In line with animal data, explore 'traumatic events' as a TGR trigger for mental health and behavioural outcomes (as well as metabolic syndrome outcomes) in descendants. These will be of two kinds.

* Study fathers and mothers who suffered the death, separation or divorce of a parent before their own puberty.

* Paternal great grandmother's experience of husband being eligible to go to war in 1939-40 whilst the paternal grandmother was a fetus or infant. Outcomes measured in the children of the study fathers who did and did not have this ancestral exposure.

Look for potential TGR by detecting associations with exposures in the parental or grandparental generation for specific outcomes in the study child. [Unpublished analysis with respect to all childhood cancers reveals an association with the study father's early childhood traumatic circumstances.]

References

1. Carone BR et al (2010) Paternally induced transgenerational environmental reprogramming of metabolic gene expression in mammals. Cell 143, 1084-1096.

2. Franklin TB et al (2010) Epigenetic transmission of the impact of early stress across generations. Biological Psychiatry 68, 408-415.

3. Ng SF et al (2010). Chronic high-fat diet in fathers programs beta-cell dysfunction in female rat offspring. Nature 467, 963-966.

4. Bygren LO, Kaati G, Edvinsson S (2001) Longevity determined by ancestors' over nutrition during their slow growth period. Acta Biotheoretica 49:53-59.

5. Kaati, G, Bygren LO, Edvinsson S (2002) Cardiovascular and diabetes mortality determined by nutrition during parents' and grandparents' slow growth period. Eur J Hum Genet 10, 682-88.

6. PembreyME, Bygren, LO, Kaati G, Edvinsson S, Northstone K, Sjostrom M, and Golding J (2006). Sex-specific, male-line transgenerational responses in humans. Eur J Hum Genet 14, 159-166.

7. Tony H-Hsi Chen TH, Yueh-H Chiu YH, Boucher BJ (2006). Transgenerational effects of betel-quid chewing on the development of the metabolic syndrome in the Keelung Community-based Integrated Screening Program. Am J Clin Nutr 83, 688 -92.

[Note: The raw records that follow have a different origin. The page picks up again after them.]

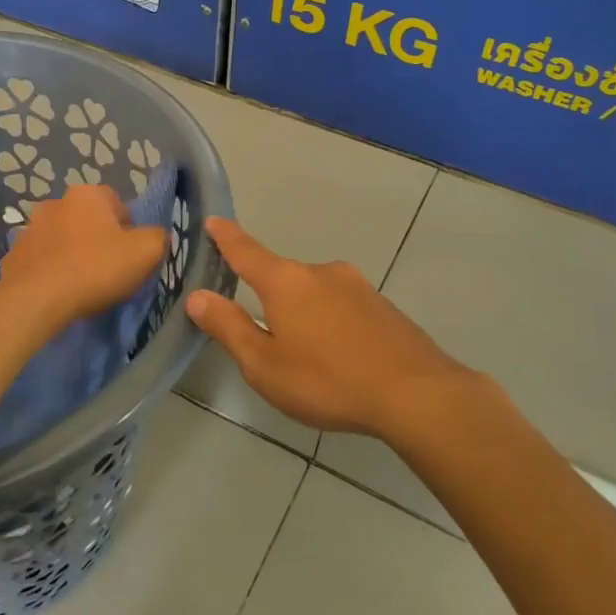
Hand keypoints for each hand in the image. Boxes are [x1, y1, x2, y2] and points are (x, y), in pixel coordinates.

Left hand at [0, 185, 166, 334]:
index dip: (129, 230)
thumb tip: (155, 236)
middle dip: (98, 239)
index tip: (130, 255)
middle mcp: (56, 202)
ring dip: (73, 253)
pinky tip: (59, 290)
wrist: (36, 299)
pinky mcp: (14, 254)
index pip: (118, 204)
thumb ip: (158, 237)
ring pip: (63, 238)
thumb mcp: (145, 252)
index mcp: (88, 194)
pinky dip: (51, 270)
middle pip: (88, 220)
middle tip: (108, 269)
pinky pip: (42, 259)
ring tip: (82, 283)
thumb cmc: (95, 268)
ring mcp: (30, 227)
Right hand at [185, 218, 489, 435]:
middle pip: (282, 277)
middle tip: (266, 338)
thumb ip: (229, 328)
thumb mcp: (264, 364)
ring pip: (314, 294)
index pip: (246, 252)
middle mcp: (320, 272)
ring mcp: (356, 285)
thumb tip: (197, 296)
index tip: (214, 220)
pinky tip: (340, 358)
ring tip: (308, 358)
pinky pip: (342, 307)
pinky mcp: (382, 305)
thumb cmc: (328, 380)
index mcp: (286, 282)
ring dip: (304, 315)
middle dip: (269, 299)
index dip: (227, 238)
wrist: (417, 394)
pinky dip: (331, 324)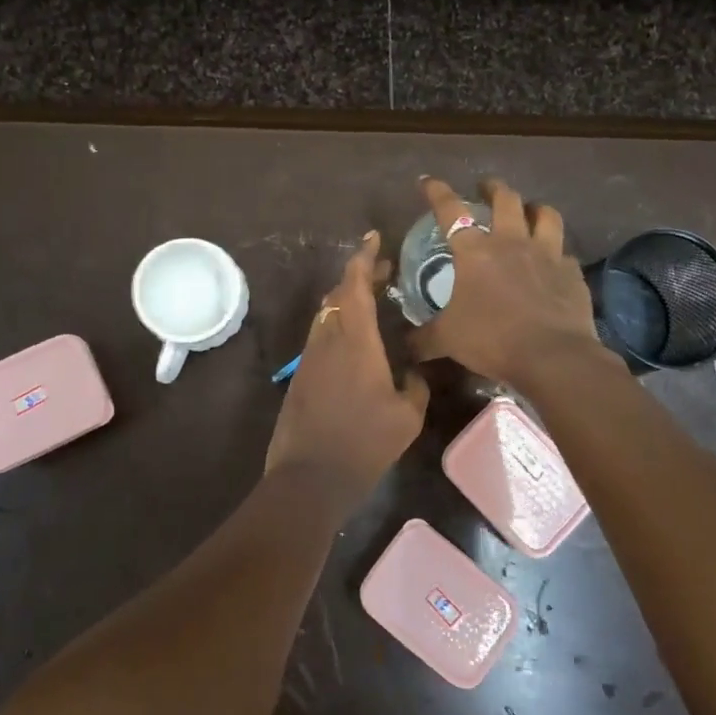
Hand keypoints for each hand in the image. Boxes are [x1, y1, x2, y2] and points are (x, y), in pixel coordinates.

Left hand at [265, 231, 429, 512]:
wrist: (309, 476)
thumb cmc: (363, 443)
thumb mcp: (406, 416)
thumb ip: (414, 386)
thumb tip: (413, 372)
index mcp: (355, 339)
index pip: (355, 284)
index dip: (364, 256)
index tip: (373, 237)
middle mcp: (328, 338)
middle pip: (338, 293)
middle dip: (359, 276)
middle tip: (383, 270)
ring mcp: (310, 357)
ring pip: (327, 314)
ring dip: (347, 299)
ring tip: (373, 300)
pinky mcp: (301, 375)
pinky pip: (321, 335)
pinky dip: (339, 323)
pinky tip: (357, 340)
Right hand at [410, 176, 602, 381]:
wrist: (550, 355)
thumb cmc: (491, 339)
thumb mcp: (447, 340)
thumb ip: (423, 338)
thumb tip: (404, 345)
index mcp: (475, 252)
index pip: (450, 210)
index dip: (437, 192)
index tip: (428, 182)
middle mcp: (511, 242)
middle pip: (505, 199)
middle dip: (493, 188)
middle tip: (486, 188)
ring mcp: (547, 254)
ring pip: (545, 215)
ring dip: (534, 208)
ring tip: (529, 210)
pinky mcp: (572, 273)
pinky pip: (564, 253)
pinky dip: (556, 252)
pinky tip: (553, 261)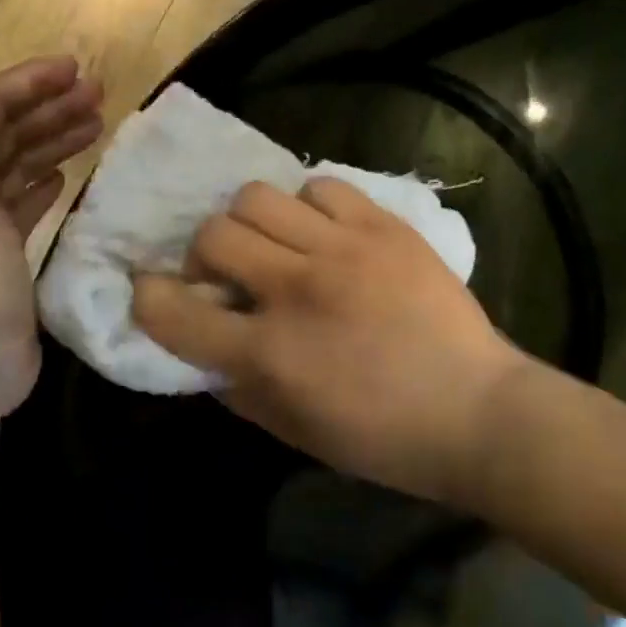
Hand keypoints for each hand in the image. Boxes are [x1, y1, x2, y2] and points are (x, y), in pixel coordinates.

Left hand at [0, 57, 102, 408]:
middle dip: (50, 108)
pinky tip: (68, 176)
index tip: (75, 69)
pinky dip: (45, 182)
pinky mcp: (7, 254)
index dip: (28, 83)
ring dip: (54, 140)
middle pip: (8, 133)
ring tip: (97, 124)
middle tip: (99, 94)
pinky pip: (27, 203)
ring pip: (22, 165)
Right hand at [132, 179, 525, 507]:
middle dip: (204, 256)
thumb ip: (237, 388)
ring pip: (258, 197)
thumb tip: (205, 349)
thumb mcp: (294, 431)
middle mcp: (296, 289)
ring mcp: (343, 249)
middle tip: (230, 275)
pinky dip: (309, 208)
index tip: (154, 292)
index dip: (149, 298)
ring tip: (277, 246)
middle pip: (212, 234)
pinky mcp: (383, 226)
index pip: (174, 311)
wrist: (477, 411)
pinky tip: (324, 234)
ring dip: (252, 223)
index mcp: (269, 354)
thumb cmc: (383, 439)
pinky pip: (321, 188)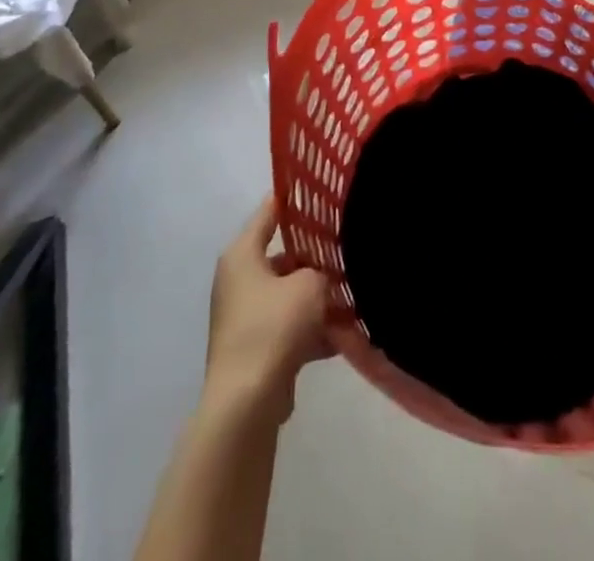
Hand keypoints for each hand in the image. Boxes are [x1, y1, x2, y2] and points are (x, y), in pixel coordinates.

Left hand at [204, 197, 332, 422]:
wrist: (246, 404)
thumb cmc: (273, 327)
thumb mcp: (309, 285)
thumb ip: (321, 270)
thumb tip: (323, 275)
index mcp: (242, 254)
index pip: (270, 210)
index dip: (296, 199)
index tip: (324, 190)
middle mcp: (239, 279)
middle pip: (283, 255)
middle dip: (316, 255)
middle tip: (347, 245)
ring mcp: (245, 316)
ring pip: (289, 293)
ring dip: (318, 296)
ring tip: (354, 292)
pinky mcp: (256, 348)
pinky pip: (289, 327)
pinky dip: (313, 330)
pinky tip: (346, 335)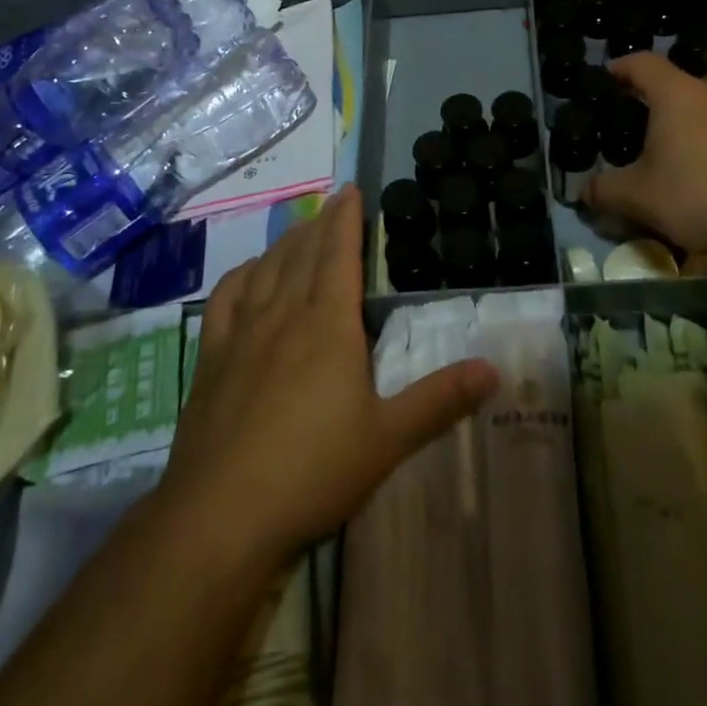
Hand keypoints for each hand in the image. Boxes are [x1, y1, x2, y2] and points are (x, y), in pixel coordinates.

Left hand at [160, 186, 497, 564]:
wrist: (220, 516)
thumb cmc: (313, 471)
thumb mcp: (388, 439)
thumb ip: (440, 400)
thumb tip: (494, 369)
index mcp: (328, 323)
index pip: (339, 252)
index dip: (346, 218)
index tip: (351, 189)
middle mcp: (284, 313)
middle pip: (303, 252)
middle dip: (320, 222)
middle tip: (332, 202)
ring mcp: (242, 333)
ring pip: (267, 268)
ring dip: (286, 242)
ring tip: (299, 229)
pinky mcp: (212, 358)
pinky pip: (227, 299)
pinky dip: (243, 275)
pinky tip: (249, 275)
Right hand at [585, 53, 706, 265]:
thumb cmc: (699, 194)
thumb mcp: (639, 197)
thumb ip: (605, 190)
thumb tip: (585, 192)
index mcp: (676, 94)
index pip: (642, 63)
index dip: (620, 68)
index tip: (605, 79)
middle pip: (673, 84)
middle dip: (649, 100)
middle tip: (628, 124)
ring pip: (701, 109)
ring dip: (680, 124)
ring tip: (663, 153)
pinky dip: (705, 143)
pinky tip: (700, 176)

8. Kaati G, Bygren LO, Pembrey M, Sjostrom M (2007). Transgenerational response to nutrition, early life circumstances and longevity. Eur J Hum Genet 15:784-90.

9. Anderson LM et al (2006). Preconceptional fasting of fathers alters serum glucose in offspring of mice. Nutrition 22, 327-331.

10. Robinson MD et al (2010). Evaluation of affinity-based genome-wide DNA methylation: effects of CpG density, amplification bias and copy number variation. Genome Res 20, 1719-29.